*** Opening DATA SHOWN ***

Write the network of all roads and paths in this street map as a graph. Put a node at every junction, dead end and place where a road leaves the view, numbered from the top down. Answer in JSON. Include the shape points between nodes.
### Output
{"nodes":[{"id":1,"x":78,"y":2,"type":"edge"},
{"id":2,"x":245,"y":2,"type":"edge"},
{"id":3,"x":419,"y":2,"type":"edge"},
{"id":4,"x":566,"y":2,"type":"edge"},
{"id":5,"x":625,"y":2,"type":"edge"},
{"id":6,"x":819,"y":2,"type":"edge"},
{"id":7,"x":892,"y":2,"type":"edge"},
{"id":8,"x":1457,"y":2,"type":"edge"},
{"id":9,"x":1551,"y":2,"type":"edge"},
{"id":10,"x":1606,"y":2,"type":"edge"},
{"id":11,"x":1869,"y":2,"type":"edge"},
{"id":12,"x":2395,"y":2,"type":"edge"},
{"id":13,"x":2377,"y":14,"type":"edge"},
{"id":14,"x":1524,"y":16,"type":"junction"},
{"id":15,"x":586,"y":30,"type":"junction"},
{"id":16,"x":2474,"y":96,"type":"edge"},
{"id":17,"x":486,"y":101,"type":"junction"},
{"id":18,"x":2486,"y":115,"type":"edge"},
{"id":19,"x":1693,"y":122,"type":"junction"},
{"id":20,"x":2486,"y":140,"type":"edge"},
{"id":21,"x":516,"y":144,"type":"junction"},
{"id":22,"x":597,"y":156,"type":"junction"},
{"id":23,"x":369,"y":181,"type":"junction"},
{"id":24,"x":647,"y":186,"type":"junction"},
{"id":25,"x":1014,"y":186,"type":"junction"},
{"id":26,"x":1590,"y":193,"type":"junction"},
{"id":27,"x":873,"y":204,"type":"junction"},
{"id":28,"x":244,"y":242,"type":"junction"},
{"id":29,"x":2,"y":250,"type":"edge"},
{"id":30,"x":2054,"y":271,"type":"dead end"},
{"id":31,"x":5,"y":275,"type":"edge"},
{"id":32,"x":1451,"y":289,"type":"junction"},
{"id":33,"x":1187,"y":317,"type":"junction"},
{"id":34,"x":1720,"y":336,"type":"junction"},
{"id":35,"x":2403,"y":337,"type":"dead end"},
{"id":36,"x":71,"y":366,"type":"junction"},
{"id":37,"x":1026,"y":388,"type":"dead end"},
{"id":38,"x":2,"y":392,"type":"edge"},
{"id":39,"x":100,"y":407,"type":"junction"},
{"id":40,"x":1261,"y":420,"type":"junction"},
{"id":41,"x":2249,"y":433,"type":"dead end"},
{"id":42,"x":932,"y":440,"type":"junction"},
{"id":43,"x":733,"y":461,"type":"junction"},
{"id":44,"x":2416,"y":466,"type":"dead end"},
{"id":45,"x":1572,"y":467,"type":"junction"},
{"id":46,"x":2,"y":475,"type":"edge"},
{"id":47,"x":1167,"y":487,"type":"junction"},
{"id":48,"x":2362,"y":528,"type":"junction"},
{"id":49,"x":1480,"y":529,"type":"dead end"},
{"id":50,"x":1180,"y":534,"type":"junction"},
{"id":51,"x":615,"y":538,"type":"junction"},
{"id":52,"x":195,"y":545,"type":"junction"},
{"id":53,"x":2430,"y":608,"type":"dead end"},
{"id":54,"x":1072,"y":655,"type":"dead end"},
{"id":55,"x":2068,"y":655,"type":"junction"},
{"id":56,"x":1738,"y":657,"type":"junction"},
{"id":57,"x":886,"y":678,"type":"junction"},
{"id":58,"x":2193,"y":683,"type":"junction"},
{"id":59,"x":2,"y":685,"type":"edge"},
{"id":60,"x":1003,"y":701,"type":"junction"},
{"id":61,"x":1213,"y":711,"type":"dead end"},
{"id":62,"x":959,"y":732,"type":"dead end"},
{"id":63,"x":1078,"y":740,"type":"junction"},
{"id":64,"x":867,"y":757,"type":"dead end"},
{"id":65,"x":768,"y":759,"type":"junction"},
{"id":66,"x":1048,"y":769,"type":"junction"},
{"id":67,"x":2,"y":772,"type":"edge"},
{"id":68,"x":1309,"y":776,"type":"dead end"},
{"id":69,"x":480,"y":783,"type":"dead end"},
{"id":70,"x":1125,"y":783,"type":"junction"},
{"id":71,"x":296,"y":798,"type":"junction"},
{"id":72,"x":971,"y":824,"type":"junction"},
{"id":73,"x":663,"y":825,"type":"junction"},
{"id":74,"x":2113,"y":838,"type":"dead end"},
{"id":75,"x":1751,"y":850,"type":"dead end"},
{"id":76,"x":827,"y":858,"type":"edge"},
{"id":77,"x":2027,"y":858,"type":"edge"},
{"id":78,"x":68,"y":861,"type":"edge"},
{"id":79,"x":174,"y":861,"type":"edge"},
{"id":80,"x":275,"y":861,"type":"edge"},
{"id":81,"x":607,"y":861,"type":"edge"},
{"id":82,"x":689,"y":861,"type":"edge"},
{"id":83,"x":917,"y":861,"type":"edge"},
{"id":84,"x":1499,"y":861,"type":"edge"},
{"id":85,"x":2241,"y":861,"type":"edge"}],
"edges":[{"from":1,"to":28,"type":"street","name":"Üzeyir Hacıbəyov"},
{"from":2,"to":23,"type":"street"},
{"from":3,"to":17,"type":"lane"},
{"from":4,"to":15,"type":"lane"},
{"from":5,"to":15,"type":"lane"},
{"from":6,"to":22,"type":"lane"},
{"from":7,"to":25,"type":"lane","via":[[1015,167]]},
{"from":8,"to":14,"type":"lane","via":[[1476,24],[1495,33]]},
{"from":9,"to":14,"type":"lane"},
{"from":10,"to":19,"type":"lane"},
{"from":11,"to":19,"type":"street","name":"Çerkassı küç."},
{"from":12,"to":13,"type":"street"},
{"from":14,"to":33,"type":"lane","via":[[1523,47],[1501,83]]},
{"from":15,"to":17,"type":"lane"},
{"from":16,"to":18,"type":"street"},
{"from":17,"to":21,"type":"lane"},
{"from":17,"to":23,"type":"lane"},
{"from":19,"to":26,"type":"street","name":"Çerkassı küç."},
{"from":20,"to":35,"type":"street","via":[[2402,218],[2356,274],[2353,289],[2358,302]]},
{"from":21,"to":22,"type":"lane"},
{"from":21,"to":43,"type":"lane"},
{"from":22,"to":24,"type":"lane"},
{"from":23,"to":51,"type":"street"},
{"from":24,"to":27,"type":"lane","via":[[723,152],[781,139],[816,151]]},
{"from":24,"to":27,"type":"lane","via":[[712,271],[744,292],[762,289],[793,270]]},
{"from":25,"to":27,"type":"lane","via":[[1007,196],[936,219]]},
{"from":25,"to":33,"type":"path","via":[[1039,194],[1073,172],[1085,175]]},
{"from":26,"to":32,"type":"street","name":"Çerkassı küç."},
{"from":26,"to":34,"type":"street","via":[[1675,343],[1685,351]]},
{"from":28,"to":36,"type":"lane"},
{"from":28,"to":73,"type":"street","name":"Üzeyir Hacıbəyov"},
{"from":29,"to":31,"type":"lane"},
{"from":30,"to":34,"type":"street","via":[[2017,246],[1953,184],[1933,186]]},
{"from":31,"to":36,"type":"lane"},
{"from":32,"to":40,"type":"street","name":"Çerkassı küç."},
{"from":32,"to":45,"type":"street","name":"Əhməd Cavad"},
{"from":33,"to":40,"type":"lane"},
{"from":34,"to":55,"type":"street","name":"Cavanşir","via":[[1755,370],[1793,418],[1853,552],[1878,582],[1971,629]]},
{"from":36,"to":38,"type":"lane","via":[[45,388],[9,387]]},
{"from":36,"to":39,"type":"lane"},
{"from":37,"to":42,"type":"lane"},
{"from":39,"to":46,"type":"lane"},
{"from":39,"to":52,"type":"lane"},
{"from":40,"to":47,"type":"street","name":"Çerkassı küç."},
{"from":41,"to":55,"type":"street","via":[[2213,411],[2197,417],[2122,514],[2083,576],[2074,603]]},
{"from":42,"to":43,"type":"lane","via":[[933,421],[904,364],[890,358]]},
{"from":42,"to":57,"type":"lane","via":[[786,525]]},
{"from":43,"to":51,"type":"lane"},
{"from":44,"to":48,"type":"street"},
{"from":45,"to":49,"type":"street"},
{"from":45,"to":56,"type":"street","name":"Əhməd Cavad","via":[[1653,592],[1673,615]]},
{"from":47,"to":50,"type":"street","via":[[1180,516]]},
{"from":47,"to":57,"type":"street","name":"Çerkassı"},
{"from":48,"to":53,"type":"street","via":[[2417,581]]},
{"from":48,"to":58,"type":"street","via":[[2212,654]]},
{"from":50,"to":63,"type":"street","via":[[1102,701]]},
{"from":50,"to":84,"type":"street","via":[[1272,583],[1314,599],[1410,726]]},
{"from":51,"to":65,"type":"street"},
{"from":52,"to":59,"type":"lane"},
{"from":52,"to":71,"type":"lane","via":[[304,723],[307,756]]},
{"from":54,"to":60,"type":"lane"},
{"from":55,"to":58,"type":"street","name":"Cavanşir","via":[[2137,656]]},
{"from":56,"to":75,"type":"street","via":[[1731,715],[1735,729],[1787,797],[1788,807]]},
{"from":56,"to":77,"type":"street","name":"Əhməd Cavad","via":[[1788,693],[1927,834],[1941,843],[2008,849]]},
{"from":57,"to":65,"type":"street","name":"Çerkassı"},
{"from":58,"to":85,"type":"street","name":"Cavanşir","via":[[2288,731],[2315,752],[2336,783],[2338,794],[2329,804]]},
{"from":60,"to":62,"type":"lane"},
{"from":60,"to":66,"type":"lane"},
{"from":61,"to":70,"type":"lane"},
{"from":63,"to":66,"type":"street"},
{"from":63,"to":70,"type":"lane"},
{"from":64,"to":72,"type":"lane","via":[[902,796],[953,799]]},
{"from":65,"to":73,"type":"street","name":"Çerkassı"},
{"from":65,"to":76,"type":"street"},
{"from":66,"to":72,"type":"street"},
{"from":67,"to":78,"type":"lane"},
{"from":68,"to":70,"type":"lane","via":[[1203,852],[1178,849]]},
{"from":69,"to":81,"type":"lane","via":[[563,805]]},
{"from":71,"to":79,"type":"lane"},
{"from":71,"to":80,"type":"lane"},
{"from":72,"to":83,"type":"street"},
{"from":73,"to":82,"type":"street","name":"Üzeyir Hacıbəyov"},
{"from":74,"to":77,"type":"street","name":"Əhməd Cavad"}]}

*** Closing DATA SHOWN ***

== WHAT TO PRODUCE ==
With the string "nodes" as the key, filter the data above and show the lines that match.

== RESPONSE TO THIS TASK ==
Write the network of all roads and paths in this street map as a graph. Put a node at every junction, dead end and place where a road leaves the view, numbered from the top down. Answer in JSON. Include the shape points between nodes.
{"nodes":[{"id":1,"x":78,"y":2,"type":"edge"},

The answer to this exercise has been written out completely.